• [EXERCISE AIM] Whenever a line of the entries below holds the string "Guillermina", copy that line and return it.

>>>>

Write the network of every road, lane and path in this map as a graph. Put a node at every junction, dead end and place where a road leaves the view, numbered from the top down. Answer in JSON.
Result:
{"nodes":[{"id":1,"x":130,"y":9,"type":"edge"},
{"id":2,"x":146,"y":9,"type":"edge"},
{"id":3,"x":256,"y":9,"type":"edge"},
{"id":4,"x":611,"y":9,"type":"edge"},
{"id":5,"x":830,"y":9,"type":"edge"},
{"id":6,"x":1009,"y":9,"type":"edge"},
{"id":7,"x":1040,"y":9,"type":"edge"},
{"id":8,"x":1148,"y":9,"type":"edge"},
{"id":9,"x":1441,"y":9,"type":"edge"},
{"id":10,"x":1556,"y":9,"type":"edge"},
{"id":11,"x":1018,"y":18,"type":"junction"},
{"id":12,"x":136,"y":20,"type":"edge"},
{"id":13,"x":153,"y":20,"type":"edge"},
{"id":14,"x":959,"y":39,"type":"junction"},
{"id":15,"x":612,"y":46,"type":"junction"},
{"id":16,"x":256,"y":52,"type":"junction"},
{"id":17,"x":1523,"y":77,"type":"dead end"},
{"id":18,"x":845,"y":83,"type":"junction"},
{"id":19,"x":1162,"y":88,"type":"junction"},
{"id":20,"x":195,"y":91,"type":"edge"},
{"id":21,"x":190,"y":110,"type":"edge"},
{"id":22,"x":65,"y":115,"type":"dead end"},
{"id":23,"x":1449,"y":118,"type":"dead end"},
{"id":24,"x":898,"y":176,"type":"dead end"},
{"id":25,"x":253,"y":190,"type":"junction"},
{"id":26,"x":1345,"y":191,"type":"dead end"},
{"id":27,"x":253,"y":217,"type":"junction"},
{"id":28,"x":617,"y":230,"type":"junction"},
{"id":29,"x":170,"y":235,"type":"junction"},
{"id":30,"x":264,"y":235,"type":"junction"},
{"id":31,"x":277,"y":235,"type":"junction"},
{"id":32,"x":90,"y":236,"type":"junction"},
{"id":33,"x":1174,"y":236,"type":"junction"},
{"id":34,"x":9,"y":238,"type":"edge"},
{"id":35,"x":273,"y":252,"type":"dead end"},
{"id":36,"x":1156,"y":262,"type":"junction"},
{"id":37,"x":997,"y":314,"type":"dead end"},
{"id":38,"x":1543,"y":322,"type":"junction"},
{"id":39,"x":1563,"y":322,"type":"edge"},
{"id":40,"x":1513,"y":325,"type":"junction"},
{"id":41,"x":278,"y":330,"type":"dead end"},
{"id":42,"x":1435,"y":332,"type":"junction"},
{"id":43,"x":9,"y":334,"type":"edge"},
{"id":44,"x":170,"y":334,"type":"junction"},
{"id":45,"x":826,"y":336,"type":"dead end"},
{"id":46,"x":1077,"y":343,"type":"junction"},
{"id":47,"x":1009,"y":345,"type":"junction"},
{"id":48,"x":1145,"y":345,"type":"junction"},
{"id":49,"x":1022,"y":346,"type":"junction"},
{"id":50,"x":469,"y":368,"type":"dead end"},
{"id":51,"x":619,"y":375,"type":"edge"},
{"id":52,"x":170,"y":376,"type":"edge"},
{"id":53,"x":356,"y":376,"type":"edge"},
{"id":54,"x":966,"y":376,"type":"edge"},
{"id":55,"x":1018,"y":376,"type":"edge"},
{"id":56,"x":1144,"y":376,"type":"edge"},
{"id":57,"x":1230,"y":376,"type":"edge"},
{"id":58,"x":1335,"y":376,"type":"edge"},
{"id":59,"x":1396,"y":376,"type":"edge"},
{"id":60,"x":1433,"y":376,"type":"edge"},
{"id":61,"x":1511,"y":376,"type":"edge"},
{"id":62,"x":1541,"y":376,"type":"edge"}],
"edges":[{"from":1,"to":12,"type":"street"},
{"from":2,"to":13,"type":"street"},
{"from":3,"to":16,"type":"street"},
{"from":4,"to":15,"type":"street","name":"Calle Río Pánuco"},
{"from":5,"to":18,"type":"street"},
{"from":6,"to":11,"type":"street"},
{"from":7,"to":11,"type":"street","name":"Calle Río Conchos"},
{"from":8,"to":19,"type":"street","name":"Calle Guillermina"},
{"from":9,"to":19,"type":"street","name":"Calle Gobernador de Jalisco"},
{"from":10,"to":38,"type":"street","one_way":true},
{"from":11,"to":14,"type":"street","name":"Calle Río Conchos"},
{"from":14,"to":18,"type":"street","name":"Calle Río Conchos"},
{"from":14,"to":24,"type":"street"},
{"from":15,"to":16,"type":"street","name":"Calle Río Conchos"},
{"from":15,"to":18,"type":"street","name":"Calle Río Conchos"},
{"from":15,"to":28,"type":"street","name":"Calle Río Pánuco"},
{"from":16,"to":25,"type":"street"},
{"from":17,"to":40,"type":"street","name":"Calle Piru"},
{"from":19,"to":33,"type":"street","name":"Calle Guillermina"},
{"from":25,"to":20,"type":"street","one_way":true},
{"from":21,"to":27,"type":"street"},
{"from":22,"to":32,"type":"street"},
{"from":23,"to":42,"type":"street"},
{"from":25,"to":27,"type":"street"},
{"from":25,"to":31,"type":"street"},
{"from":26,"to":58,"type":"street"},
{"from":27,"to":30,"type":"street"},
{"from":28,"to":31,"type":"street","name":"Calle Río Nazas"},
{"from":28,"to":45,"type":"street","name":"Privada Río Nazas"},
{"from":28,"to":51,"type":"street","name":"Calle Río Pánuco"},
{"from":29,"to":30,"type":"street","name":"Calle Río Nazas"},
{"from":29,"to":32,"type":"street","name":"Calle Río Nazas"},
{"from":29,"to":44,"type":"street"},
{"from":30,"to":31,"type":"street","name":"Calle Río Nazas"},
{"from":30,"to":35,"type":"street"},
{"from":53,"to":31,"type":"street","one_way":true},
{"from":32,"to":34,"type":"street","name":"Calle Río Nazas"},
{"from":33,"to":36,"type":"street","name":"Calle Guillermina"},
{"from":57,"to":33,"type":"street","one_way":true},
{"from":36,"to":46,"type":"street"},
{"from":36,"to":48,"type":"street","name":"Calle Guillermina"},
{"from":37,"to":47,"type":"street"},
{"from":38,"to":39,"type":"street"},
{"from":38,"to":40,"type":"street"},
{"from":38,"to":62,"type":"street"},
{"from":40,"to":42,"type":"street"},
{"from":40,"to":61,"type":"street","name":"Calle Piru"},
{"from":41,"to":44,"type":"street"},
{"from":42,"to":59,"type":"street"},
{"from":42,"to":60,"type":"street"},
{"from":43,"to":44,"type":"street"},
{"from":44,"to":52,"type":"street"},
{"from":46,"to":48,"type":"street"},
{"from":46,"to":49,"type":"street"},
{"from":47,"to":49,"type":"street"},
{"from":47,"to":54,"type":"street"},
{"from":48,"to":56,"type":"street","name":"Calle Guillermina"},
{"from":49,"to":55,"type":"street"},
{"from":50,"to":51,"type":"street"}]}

<<<<

• [SOLUTION TO THE EXERCISE]
{"from":8,"to":19,"type":"street","name":"Calle Guillermina"},
{"from":19,"to":33,"type":"street","name":"Calle Guillermina"},
{"from":33,"to":36,"type":"street","name":"Calle Guillermina"},
{"from":36,"to":48,"type":"street","name":"Calle Guillermina"},
{"from":48,"to":56,"type":"street","name":"Calle Guillermina"},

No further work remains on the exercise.